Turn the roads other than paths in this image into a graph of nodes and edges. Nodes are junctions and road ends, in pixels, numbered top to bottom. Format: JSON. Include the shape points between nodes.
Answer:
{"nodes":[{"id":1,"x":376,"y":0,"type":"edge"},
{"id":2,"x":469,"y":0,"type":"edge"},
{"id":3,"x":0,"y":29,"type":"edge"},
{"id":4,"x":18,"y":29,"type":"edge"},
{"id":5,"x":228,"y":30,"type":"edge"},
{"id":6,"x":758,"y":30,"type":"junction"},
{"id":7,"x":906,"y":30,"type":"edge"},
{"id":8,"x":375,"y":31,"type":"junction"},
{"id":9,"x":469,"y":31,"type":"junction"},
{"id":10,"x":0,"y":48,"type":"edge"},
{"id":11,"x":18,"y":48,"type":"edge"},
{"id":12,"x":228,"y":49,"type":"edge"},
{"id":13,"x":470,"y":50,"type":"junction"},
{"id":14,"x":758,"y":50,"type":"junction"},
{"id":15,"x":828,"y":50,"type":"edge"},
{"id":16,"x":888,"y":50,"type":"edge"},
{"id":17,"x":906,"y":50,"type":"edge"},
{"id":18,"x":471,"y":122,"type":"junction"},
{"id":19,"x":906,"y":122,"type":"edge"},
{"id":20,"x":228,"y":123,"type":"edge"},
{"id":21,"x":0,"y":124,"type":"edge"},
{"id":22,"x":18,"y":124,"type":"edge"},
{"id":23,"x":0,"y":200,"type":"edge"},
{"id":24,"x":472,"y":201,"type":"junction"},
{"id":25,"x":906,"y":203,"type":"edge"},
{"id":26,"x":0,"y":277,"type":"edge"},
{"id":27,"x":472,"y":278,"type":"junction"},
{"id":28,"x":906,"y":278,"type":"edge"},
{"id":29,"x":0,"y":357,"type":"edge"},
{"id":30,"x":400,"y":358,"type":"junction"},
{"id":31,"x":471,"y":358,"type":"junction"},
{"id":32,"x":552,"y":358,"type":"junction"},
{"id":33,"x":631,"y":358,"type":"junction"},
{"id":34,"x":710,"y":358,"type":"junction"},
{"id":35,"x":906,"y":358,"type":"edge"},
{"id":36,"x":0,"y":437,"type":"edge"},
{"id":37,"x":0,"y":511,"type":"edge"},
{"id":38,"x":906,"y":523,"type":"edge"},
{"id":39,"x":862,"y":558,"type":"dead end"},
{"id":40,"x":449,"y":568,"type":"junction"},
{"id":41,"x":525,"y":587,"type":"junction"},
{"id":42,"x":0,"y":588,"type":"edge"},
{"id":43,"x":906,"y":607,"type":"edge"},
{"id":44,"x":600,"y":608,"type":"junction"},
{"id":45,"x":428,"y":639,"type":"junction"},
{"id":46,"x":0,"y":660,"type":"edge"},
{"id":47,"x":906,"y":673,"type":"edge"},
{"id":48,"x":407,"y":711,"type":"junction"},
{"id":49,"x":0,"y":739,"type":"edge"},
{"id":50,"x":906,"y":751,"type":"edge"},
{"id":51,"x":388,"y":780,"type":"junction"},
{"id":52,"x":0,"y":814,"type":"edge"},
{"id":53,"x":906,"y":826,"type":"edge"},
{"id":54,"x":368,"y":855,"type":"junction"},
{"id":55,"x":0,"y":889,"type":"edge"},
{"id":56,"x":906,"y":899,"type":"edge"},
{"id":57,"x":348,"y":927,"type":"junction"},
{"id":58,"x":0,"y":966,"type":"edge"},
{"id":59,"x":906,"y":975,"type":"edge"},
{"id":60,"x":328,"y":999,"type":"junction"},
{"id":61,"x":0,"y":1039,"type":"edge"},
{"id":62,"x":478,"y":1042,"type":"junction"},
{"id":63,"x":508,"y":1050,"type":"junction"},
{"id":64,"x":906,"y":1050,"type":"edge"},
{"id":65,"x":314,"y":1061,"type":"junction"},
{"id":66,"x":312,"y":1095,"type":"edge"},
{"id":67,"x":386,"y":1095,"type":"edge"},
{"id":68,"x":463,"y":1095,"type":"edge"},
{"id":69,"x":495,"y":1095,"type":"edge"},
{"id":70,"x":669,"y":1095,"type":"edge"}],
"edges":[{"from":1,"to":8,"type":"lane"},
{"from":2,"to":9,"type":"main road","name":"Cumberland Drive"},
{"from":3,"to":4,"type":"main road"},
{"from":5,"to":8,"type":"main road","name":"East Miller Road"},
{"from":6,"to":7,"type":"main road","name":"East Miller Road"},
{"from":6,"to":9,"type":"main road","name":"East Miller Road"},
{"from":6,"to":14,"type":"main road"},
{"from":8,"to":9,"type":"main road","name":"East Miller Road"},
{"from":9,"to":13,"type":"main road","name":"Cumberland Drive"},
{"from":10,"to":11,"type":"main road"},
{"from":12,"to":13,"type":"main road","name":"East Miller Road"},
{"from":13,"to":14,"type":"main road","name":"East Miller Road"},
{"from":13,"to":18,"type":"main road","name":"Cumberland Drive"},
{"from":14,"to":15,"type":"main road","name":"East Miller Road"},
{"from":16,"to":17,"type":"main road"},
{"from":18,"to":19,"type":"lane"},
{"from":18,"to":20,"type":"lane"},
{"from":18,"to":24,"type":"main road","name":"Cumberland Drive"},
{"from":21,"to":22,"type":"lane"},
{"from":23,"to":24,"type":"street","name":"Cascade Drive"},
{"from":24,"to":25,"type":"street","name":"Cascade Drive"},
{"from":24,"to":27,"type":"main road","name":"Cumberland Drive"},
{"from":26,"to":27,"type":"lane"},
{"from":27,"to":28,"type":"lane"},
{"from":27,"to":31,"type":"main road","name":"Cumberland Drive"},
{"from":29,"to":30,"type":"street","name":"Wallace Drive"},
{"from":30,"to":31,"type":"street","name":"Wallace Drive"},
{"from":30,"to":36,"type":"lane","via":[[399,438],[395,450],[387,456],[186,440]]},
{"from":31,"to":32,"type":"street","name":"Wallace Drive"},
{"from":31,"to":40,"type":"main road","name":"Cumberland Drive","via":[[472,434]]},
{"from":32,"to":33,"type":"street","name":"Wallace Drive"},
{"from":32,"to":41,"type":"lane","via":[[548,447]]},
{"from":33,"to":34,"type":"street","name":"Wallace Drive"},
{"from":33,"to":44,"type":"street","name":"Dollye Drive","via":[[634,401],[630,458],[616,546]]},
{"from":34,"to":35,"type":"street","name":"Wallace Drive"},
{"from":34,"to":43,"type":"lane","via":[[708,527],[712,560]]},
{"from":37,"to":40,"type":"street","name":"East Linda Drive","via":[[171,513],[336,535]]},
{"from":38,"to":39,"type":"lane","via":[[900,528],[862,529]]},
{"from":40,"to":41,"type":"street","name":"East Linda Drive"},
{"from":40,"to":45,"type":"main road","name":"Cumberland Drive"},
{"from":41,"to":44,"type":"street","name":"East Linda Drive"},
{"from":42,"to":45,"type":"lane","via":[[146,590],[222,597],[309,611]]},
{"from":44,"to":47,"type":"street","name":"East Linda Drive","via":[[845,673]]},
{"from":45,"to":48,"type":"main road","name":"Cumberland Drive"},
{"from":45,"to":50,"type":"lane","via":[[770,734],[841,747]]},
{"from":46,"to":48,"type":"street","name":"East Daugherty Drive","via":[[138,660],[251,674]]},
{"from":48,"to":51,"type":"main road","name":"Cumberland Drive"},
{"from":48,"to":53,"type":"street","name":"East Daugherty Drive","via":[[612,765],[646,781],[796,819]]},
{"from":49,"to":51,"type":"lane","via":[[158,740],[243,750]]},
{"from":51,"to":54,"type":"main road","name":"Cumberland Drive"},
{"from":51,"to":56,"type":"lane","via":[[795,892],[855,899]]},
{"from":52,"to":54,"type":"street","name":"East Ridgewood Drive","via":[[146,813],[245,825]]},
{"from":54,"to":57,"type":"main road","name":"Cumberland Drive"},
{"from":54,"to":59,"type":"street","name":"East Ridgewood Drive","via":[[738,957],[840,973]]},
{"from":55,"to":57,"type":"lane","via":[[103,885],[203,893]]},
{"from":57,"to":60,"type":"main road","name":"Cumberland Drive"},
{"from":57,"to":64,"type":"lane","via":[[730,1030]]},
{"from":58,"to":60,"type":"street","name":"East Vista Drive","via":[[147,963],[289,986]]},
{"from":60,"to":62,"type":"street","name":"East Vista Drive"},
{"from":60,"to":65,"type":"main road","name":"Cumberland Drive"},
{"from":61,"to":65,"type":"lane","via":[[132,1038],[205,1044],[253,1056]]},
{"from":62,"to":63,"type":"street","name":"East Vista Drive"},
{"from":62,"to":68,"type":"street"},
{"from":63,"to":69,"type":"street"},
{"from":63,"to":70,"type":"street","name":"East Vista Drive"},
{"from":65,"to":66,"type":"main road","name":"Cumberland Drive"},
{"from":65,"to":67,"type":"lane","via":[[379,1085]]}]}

- - -

# Work to be completed
Copy all lines from the entries that contain the word "edges".

# Response to this task
Turn the roads other than paths in this image into a graph of nodes and edges. Nodes are junctions and road ends, in pixels, numbered top to bottom. Format: JSON. Include the shape points between nodes.
"edges":[{"from":1,"to":8,"type":"lane"},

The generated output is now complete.